### DIRECTIONS FOR THIS TASK
Return a copy of every line in the data below that contains "meet".

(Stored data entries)

------

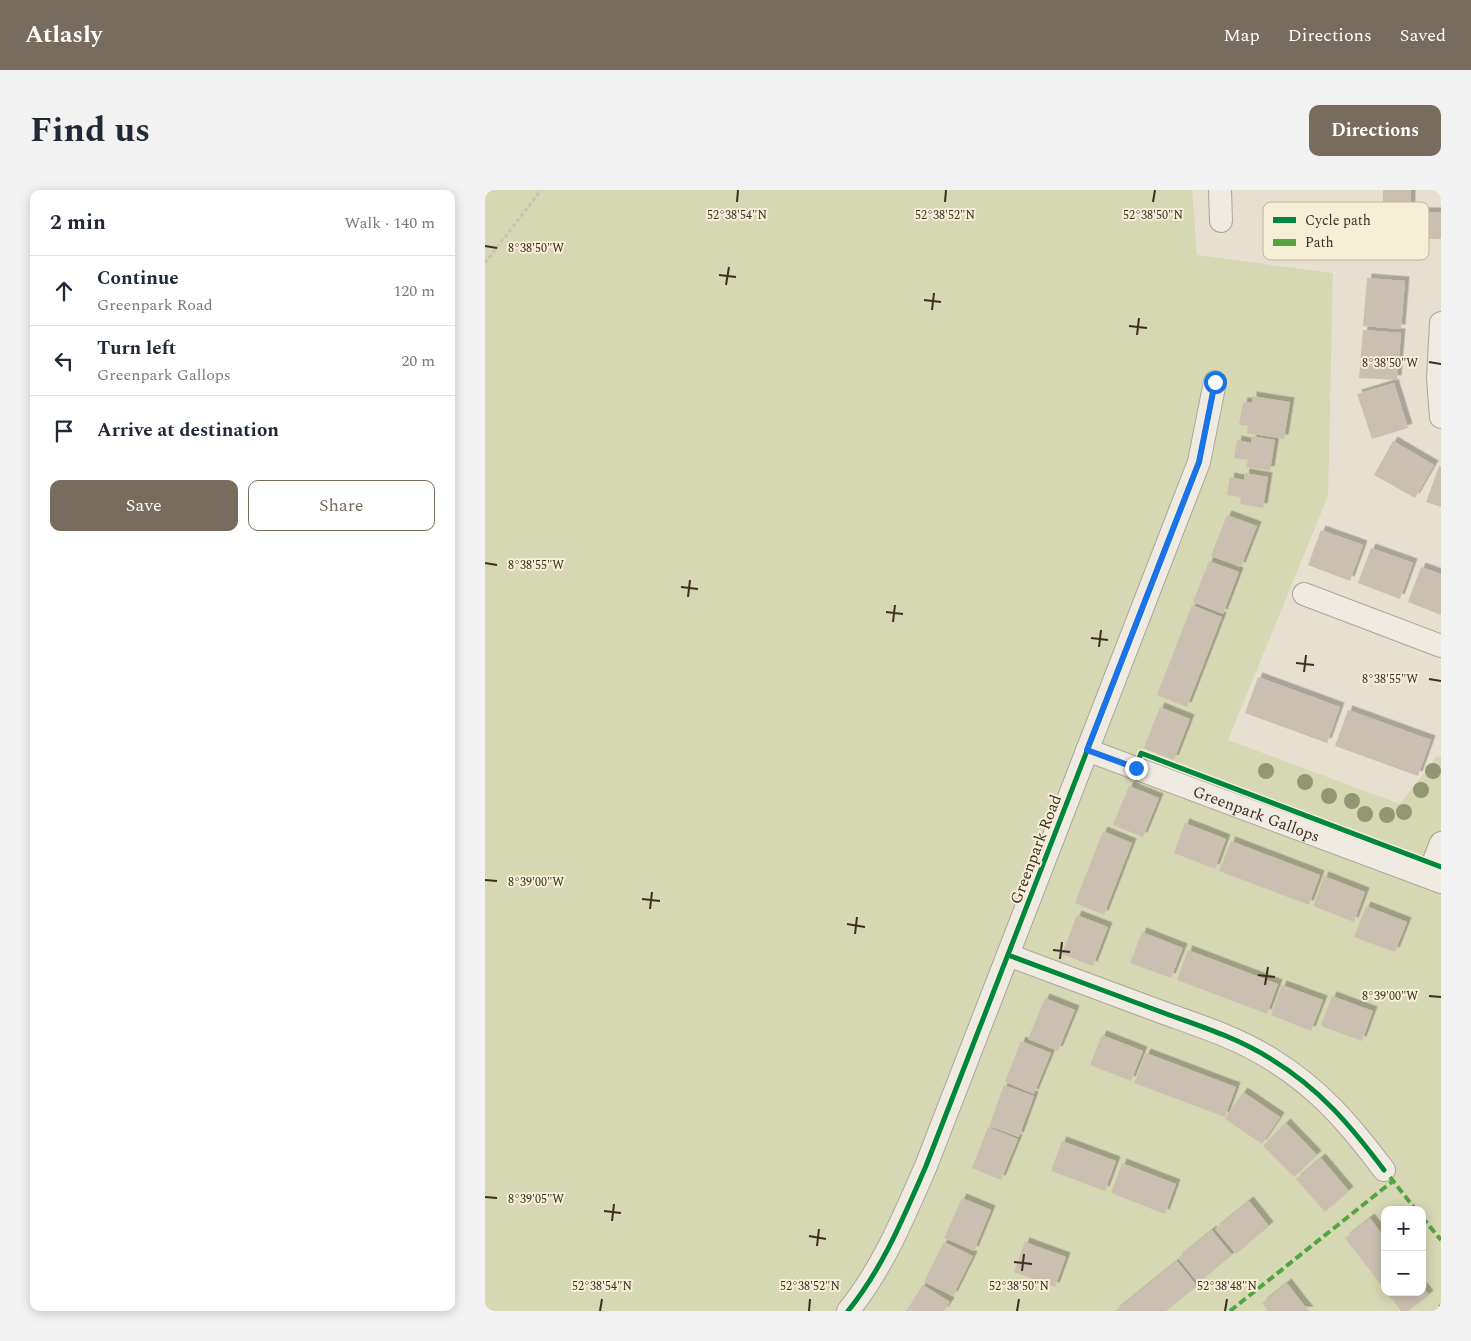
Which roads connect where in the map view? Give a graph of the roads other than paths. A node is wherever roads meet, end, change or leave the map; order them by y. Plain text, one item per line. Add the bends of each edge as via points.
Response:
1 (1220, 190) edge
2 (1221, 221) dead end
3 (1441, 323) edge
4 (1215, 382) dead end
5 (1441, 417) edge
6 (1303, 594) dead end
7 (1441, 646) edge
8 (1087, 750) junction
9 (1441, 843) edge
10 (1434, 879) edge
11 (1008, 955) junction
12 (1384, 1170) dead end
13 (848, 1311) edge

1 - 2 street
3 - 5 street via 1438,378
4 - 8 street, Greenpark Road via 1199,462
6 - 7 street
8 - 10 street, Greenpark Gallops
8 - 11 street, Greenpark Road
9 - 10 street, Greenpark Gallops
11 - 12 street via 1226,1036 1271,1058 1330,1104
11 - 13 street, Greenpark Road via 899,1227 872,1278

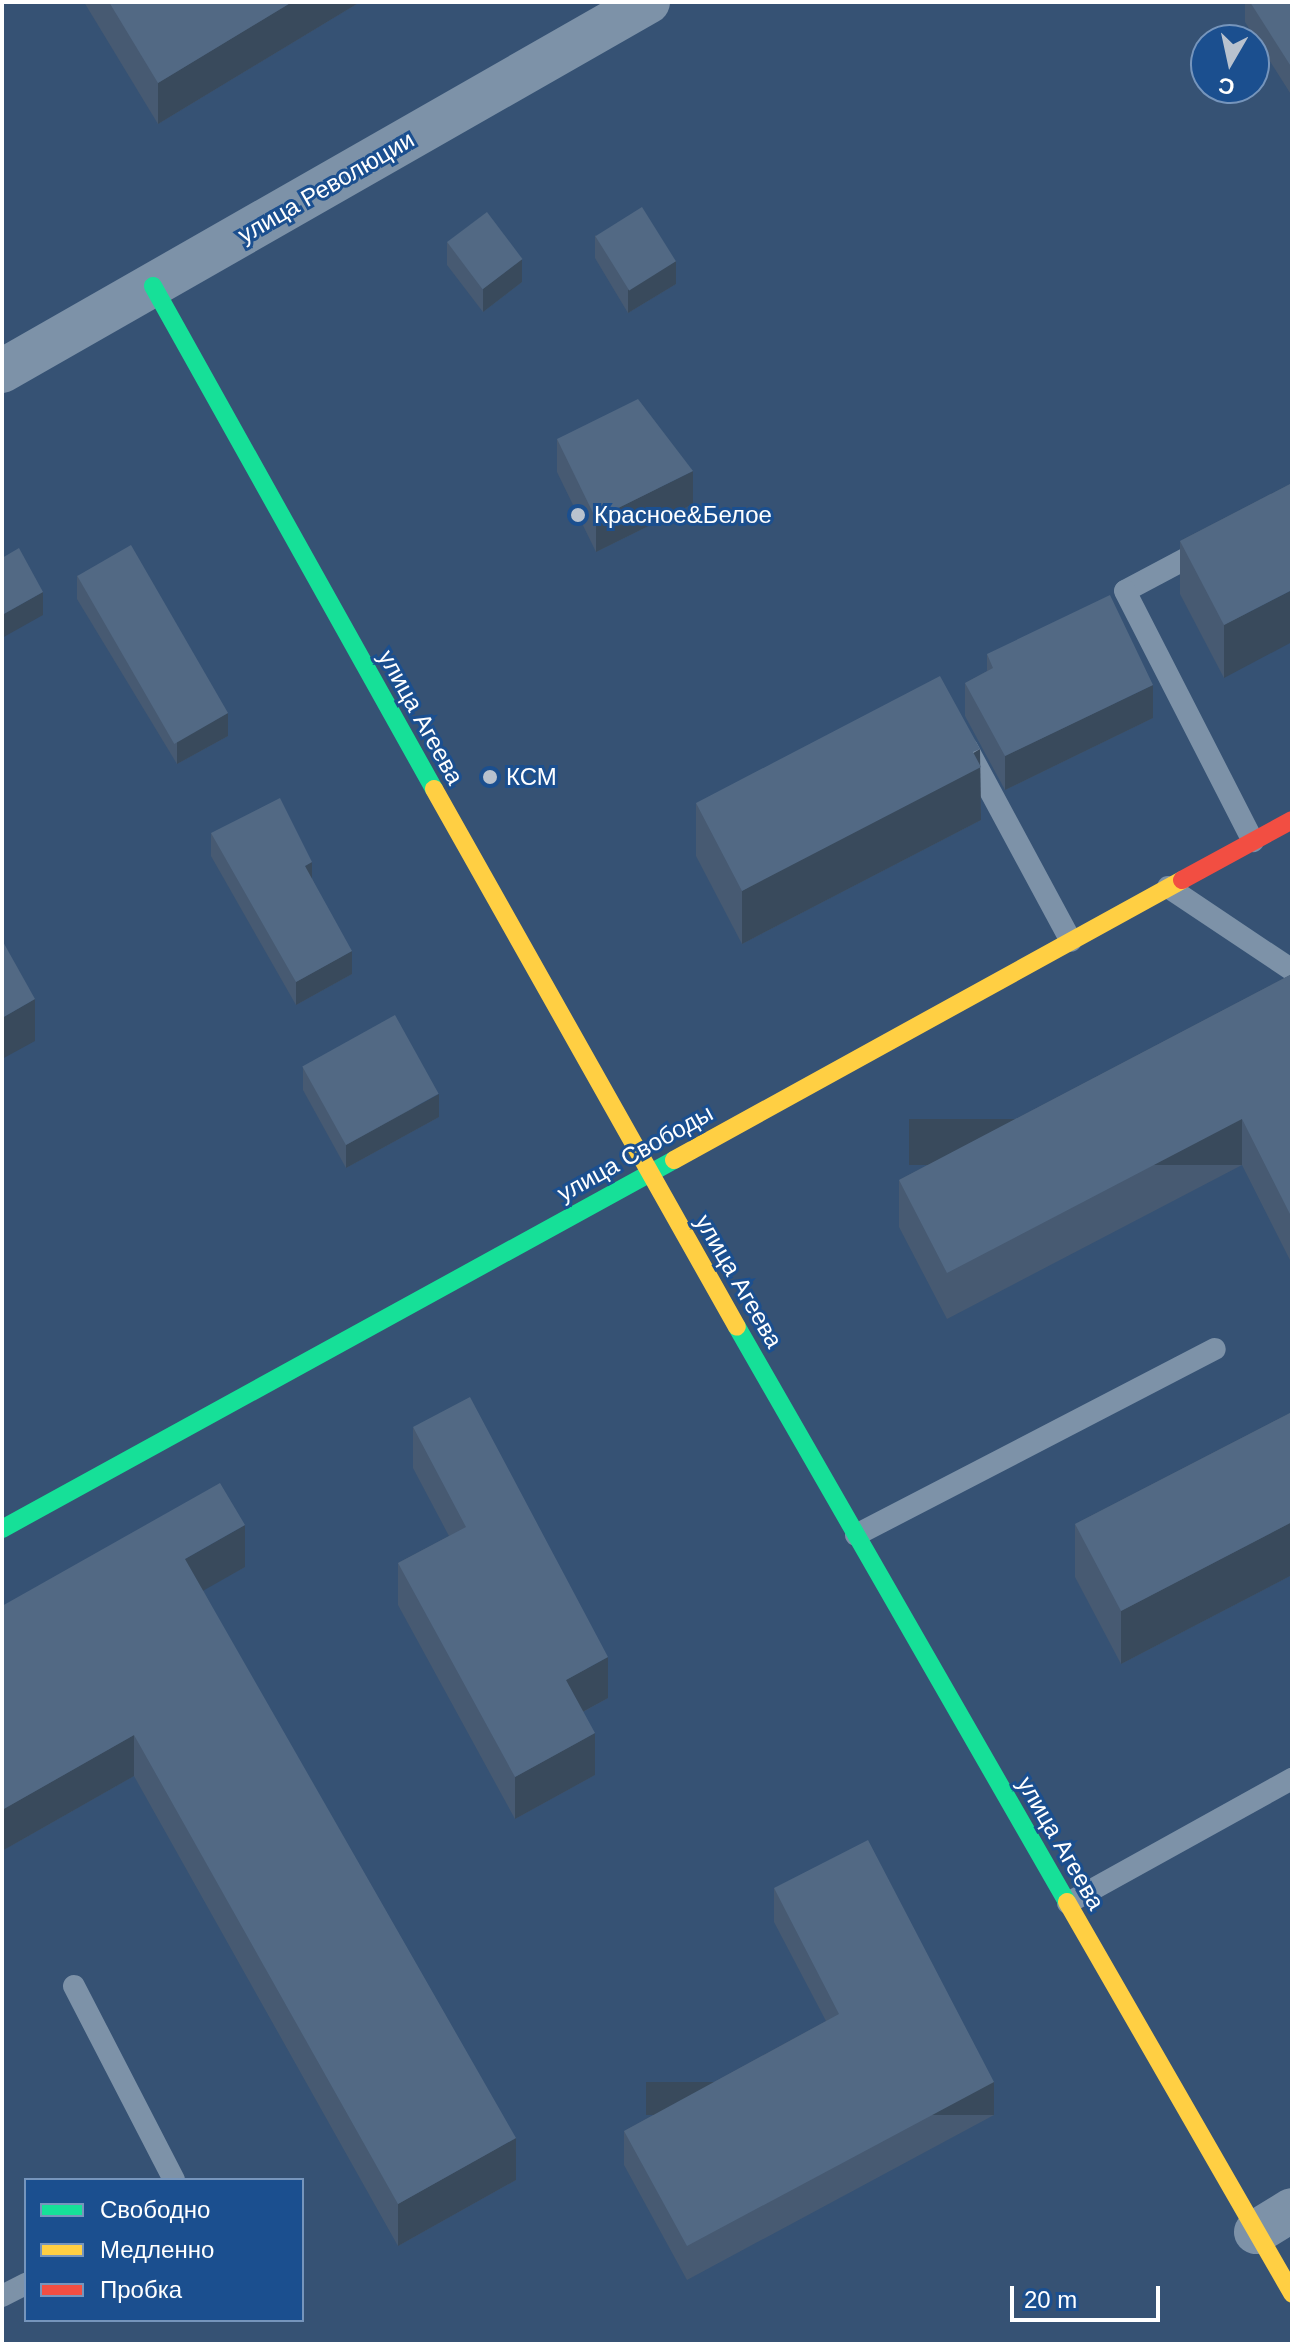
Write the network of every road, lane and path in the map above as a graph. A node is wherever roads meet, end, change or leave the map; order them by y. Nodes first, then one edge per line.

------

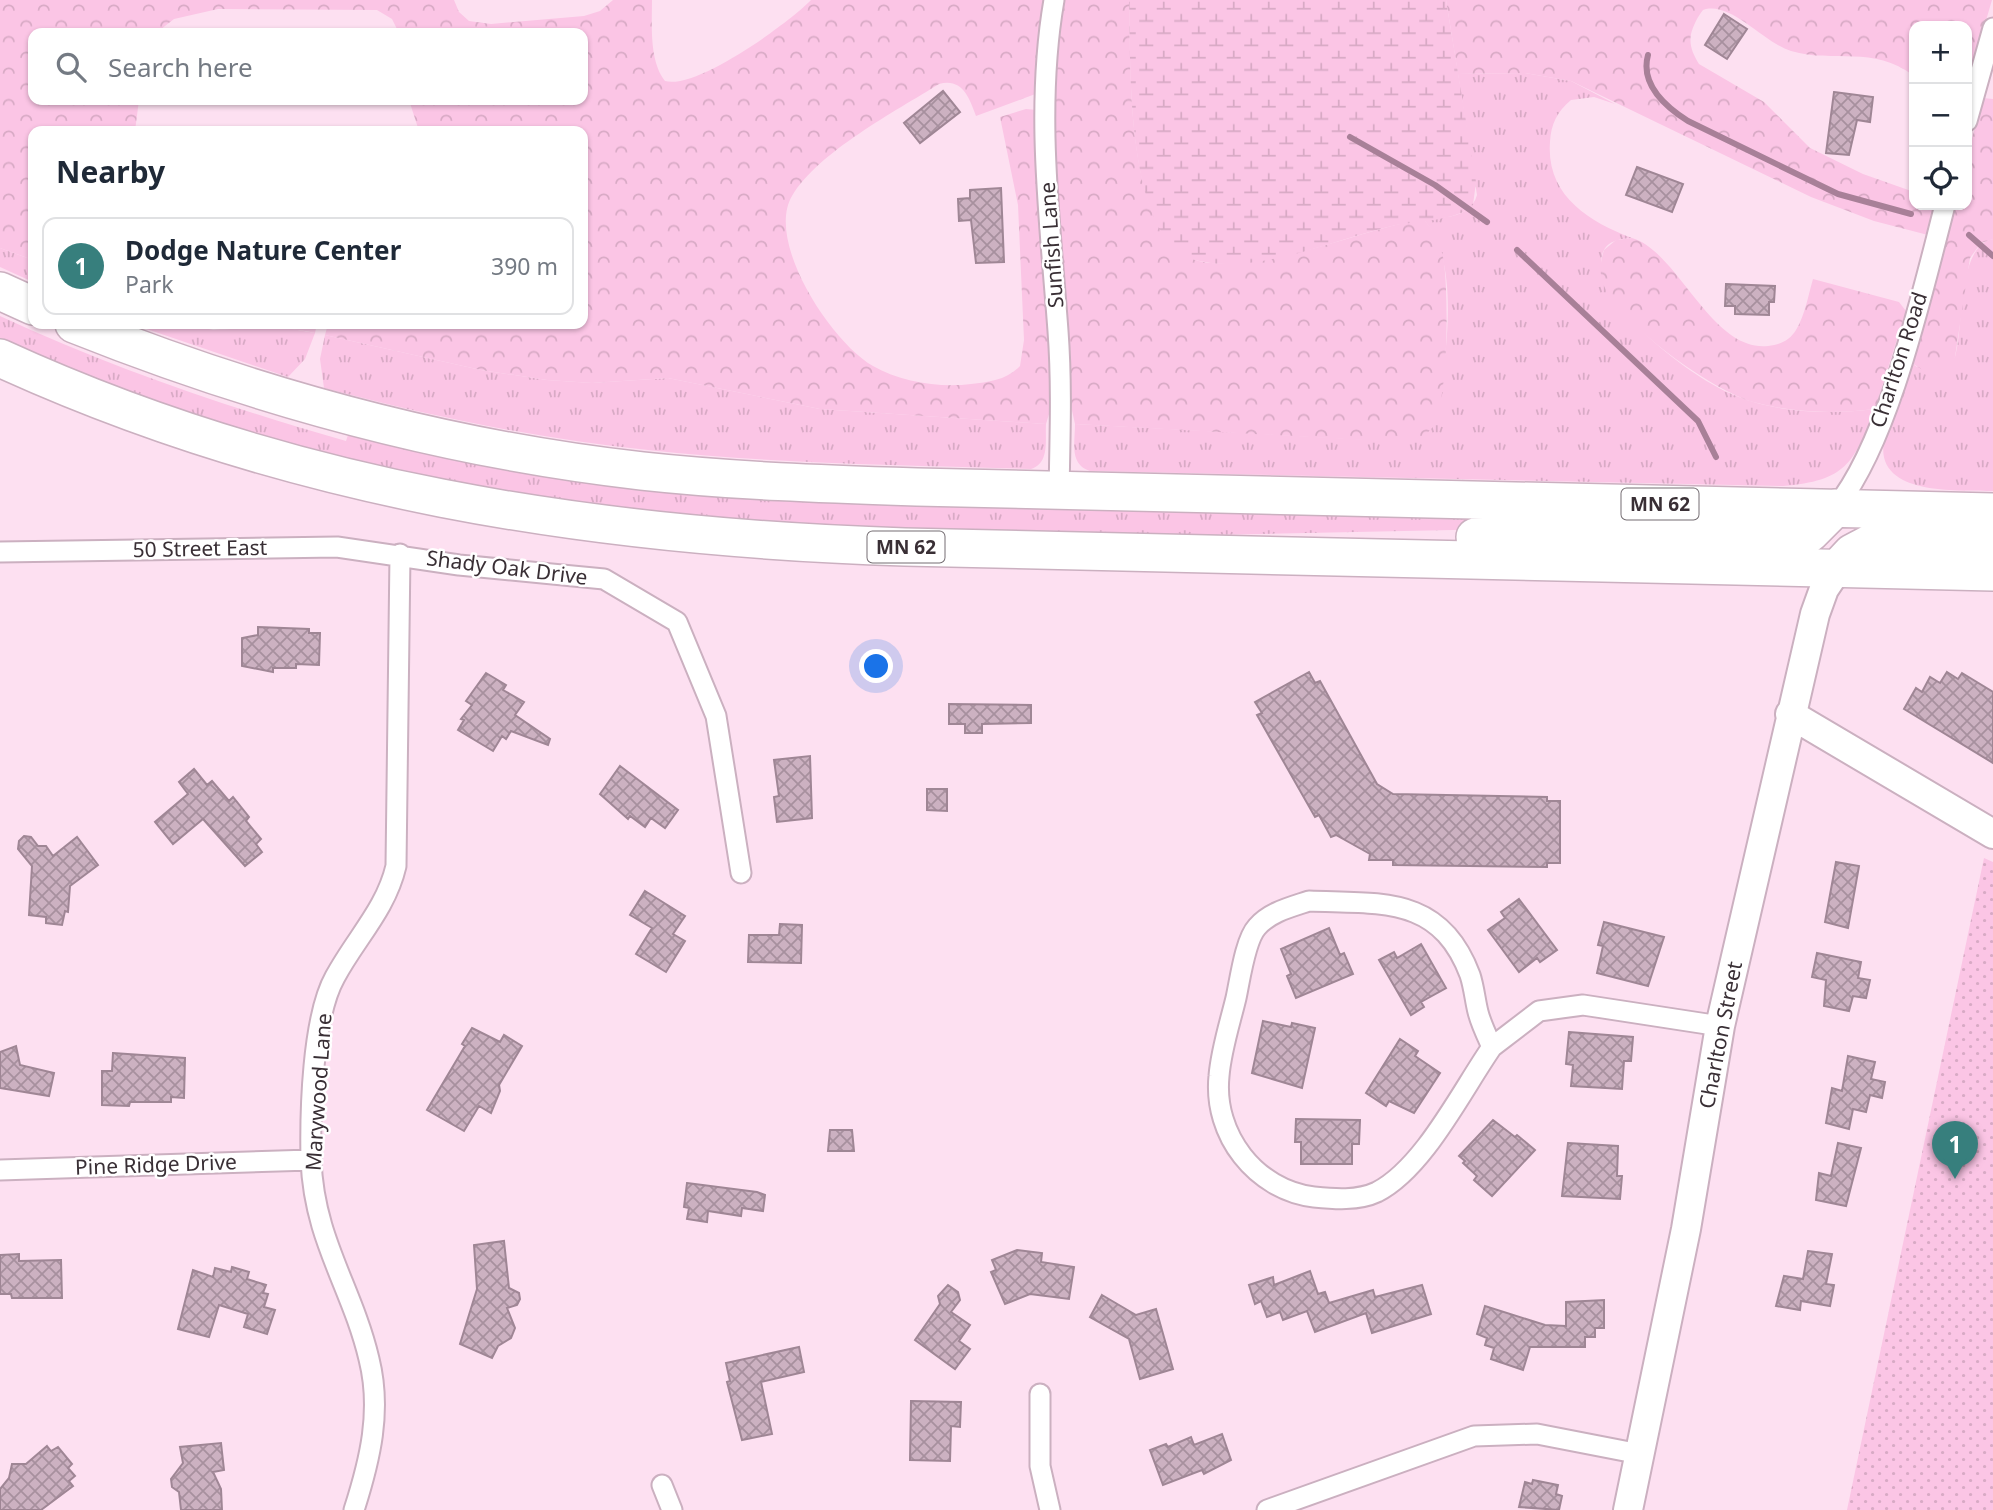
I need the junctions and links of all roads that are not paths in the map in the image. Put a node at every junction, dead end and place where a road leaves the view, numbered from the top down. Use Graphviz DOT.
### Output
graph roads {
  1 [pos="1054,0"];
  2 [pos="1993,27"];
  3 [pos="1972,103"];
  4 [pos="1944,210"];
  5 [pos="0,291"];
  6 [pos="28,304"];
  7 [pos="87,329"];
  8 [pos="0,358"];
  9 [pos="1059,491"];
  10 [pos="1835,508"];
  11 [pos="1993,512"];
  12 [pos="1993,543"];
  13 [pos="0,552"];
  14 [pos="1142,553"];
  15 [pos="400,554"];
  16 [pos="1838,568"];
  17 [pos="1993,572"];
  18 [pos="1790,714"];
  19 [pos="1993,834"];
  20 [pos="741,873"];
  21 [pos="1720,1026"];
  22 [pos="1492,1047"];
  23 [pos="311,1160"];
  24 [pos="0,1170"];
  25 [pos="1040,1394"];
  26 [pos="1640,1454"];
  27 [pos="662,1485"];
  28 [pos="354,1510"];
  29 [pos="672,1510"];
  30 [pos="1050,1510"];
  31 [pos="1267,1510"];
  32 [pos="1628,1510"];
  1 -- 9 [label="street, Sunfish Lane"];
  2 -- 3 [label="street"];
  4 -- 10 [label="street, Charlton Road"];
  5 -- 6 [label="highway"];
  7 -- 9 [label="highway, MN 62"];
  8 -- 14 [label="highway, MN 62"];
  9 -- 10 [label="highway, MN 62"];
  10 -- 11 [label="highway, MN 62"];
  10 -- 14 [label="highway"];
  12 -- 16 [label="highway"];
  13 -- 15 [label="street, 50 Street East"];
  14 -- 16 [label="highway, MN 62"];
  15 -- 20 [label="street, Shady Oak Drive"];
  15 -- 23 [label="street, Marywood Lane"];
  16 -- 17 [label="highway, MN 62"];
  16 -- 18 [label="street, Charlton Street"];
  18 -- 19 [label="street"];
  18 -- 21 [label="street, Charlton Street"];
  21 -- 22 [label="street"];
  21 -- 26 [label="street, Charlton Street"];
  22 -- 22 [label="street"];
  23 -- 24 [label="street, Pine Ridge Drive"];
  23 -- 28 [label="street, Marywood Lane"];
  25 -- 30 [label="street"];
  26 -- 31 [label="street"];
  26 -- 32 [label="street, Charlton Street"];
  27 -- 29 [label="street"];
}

------

### EXPECTED OUTPUT
Which roads connect where in the map view? Give a graph of the roads other than paths. A node is wherever roads meet, end, change or leave the map; order them by y. Plain text, one item per line. Add the bends of each edge as via points.
Write the network of every road, lane and path in the map above as a graph. A node is wherever roads meet, end, change or leave the map; order them by y. Nodes first, then one edge per line.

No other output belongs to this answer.